Friday, January 18, 2008

1. Constitutional Law. All laws of the usurped State Government, void. The 5th section of the Schedule to the amended Constitution, declares all laws, ordinances and resolutions, or acts done in pursuance thereof, under the usurped State Government, after the 6th of May, 1861, unconstitutional, null and void, from the beginning.

2. Same. Case in judgment. The plaintiff in error was commissioned, under an Act of the 18th of November, 1861, by Governor Harris, to take from the citizens of the county, their guns. He, under this authority, seized the gun of defendant in error, and carried it off. Held, that the Act of the 18th of November, 1861, was no protection to the plaintiff in error; but in taking the gun, he committed a trespass for which he was personally liable, and that the Act violates the 26th section of the Bill of Rights, which allows "the free white citizens of this State have a right to keep and bear arms for the common defense." ...

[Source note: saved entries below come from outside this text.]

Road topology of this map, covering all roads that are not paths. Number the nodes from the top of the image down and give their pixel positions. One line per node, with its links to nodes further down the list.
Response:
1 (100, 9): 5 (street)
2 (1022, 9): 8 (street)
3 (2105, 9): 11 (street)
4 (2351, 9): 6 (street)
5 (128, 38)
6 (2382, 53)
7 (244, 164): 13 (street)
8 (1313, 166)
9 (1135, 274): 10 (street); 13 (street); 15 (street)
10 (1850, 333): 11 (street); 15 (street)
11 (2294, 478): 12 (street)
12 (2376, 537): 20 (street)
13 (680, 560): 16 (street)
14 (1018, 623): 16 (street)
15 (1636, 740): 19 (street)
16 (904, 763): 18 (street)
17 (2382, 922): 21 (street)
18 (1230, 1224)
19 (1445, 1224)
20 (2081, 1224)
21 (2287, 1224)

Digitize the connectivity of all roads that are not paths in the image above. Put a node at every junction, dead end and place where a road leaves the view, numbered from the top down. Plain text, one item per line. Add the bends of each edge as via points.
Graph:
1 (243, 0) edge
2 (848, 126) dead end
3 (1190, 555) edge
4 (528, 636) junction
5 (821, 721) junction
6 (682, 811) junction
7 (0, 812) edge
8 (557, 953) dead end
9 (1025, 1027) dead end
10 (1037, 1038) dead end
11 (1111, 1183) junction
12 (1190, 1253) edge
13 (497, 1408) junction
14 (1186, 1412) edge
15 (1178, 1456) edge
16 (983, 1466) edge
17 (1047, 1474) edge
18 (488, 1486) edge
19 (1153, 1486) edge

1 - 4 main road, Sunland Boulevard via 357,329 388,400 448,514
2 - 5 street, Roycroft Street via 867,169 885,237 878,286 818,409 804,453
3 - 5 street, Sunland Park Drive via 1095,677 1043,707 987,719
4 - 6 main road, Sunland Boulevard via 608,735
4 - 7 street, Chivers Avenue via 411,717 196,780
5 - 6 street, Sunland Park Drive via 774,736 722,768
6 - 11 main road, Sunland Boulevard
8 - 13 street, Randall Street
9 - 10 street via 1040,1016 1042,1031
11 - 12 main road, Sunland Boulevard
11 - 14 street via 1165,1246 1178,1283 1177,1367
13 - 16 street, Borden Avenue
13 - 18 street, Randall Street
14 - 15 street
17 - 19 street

The case presents, for our consideration, the validity of the Act passed by the Legislature of the State, after the attempt to throw off the allegiance of the citizens to the United States, on the 6th day of May, 1861, and the effect of the adoption of the Constitutional Amendments and Schedule, on the 22d of February, 1865. It is insisted for the plaintiff in error, that if, by force or otherwise, the power of the Government of the United States to protect the citizens was withdrawn, the allegiance of the citizens was suspended, annulled, or in abeyance, and he was left to the absolute control and demand of the State; that the State, as a sovereign under the Constitution, has a right to take the property of a citizen, by and with the consent of his representatives, and having that consent, the Governor, as the executive, was bound to execute the law, and of right to issue the commission, and it is the act of the State for which the (p.216)plaintiff in error is not individually liable. These questions have been decided by tribunals from which there is no appeal.

The right of a State to withdraw from the Federal Union, and of her citizens to throw off their allegiance to the General Government, is a question unnecessary for us to discuss at length in the determination of the questions presented in this record.
The Constitution of the United States was adopted by the whole people; and upon its adoption became the paramount law. The framers of that instrument were the patriots and statesmen who lived under the old Confederation, saw the evils of that system of government, and in the formation of the Constitution, carefully endeavored to guard against them.

It was submitted to the whole people, and ratified by them, and no citizen can voluntarily throw off the allegiance cast upon him...

- Smith v. Ishenhour, 43 Tenn. 214 (1866).